EXTRACTED INFORMATION
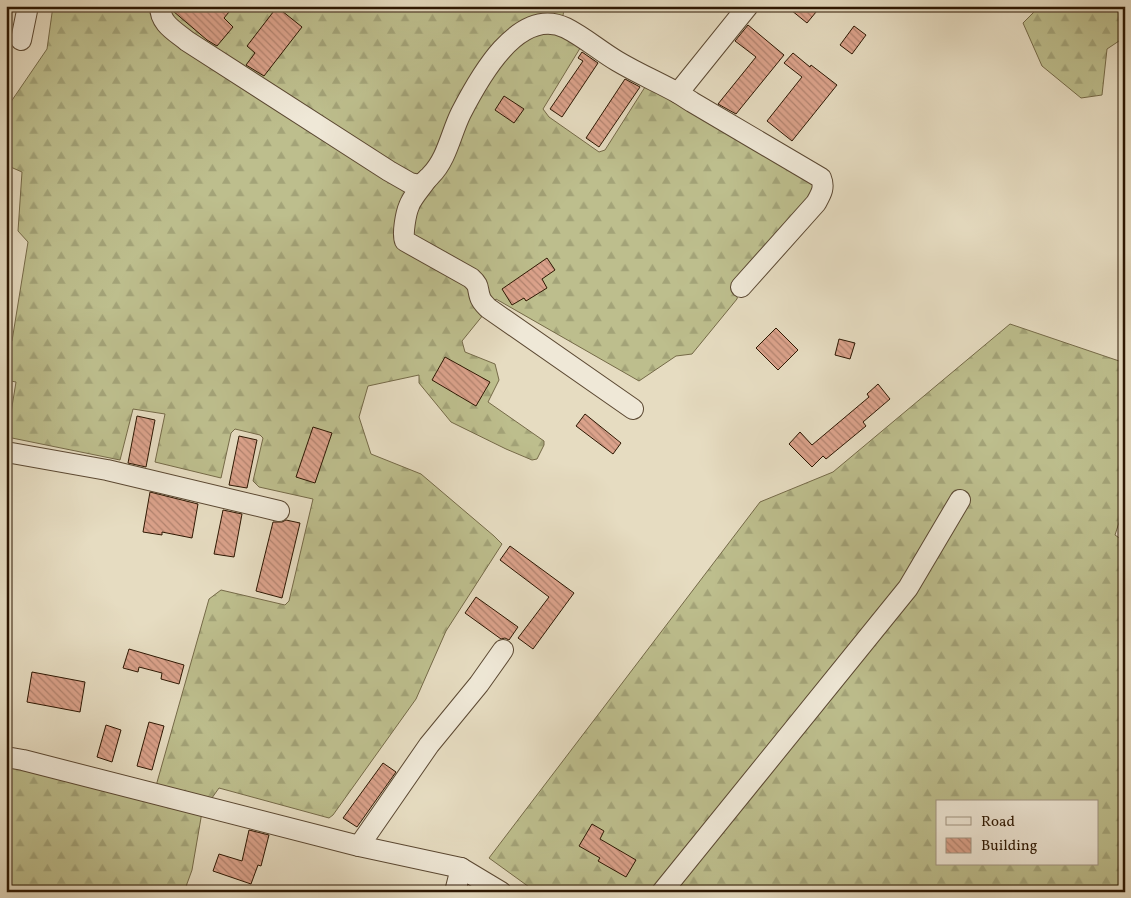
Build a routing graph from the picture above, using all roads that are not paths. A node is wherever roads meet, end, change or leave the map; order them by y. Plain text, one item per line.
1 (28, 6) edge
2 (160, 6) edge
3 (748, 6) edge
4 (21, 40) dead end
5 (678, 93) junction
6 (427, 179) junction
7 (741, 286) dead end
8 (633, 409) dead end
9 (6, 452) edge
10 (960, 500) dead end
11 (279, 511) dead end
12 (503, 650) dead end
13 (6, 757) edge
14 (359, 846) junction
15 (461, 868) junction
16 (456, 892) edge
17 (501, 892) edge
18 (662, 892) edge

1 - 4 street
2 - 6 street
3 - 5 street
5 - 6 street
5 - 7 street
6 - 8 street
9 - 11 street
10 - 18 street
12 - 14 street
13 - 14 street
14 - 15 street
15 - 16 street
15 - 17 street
* * *
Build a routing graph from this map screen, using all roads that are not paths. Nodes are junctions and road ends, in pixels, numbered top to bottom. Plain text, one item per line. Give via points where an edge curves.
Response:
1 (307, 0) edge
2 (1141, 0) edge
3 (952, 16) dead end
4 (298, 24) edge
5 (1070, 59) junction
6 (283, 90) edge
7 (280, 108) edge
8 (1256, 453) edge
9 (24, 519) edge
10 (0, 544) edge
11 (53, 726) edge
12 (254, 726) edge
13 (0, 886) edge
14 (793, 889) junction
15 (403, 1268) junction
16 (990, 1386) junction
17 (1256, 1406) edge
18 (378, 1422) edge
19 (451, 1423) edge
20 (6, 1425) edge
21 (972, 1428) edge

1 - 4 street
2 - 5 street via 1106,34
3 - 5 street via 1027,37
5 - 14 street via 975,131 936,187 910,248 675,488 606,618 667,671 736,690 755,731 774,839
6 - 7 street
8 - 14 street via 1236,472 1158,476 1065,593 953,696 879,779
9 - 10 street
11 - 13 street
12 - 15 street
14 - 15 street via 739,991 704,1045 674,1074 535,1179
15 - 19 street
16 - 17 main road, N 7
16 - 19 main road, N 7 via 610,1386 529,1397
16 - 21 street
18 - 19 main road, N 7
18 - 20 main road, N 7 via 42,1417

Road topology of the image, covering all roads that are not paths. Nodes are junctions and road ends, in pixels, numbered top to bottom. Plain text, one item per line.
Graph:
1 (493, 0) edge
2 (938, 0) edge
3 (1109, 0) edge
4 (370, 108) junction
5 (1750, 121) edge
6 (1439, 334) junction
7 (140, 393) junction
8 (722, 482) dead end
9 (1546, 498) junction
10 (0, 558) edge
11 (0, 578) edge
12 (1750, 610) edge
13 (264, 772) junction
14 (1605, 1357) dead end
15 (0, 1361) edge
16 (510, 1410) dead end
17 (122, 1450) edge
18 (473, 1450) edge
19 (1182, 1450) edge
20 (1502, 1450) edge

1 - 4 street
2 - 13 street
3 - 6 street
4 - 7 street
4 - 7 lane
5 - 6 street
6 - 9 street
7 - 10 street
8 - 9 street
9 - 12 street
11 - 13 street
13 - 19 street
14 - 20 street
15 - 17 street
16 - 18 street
==
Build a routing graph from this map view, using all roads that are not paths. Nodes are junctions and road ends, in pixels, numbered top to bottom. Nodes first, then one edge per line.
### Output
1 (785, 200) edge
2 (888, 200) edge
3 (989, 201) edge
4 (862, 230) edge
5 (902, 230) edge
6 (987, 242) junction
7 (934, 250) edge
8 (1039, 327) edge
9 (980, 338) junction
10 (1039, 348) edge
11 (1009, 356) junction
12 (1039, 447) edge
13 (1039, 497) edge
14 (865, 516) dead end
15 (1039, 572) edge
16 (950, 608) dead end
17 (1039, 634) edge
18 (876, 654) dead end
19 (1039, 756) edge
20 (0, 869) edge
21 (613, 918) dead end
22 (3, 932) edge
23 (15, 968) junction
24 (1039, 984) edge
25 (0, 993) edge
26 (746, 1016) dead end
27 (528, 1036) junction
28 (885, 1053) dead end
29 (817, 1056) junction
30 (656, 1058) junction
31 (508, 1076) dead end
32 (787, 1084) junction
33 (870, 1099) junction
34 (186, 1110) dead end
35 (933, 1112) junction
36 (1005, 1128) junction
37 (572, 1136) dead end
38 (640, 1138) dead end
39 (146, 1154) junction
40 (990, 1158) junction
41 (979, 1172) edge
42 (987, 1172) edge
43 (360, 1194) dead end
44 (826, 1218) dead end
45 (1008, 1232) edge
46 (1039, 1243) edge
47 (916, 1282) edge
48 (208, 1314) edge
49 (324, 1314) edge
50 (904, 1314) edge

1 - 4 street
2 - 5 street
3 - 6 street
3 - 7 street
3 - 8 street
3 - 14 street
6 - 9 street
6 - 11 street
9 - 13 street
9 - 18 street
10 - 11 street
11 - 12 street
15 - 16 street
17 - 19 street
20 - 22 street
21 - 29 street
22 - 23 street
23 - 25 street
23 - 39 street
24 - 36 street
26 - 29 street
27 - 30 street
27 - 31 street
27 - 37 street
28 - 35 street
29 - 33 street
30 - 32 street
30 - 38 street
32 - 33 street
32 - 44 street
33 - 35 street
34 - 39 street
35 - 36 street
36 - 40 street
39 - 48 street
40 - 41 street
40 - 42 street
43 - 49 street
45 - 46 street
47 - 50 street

TASK PROMPT
Copy each line from the entries above that has the word "ends" in it.

RESPONSE TO THIS EXERCISE
Build a routing graph from this map screen, using all roads that are not paths. Nodes are junctions and road ends, in pixels, numbered top to bottom. Plain text, one item per line. Give via points where an edge curves.
Road topology of the image, covering all roads that are not paths. Nodes are junctions and road ends, in pixels, numbered top to bottom. Plain text, one item per line.
Build a routing graph from this map view, using all roads that are not paths. Nodes are junctions and road ends, in pixels, numbered top to bottom. Nodes first, then one edge per line.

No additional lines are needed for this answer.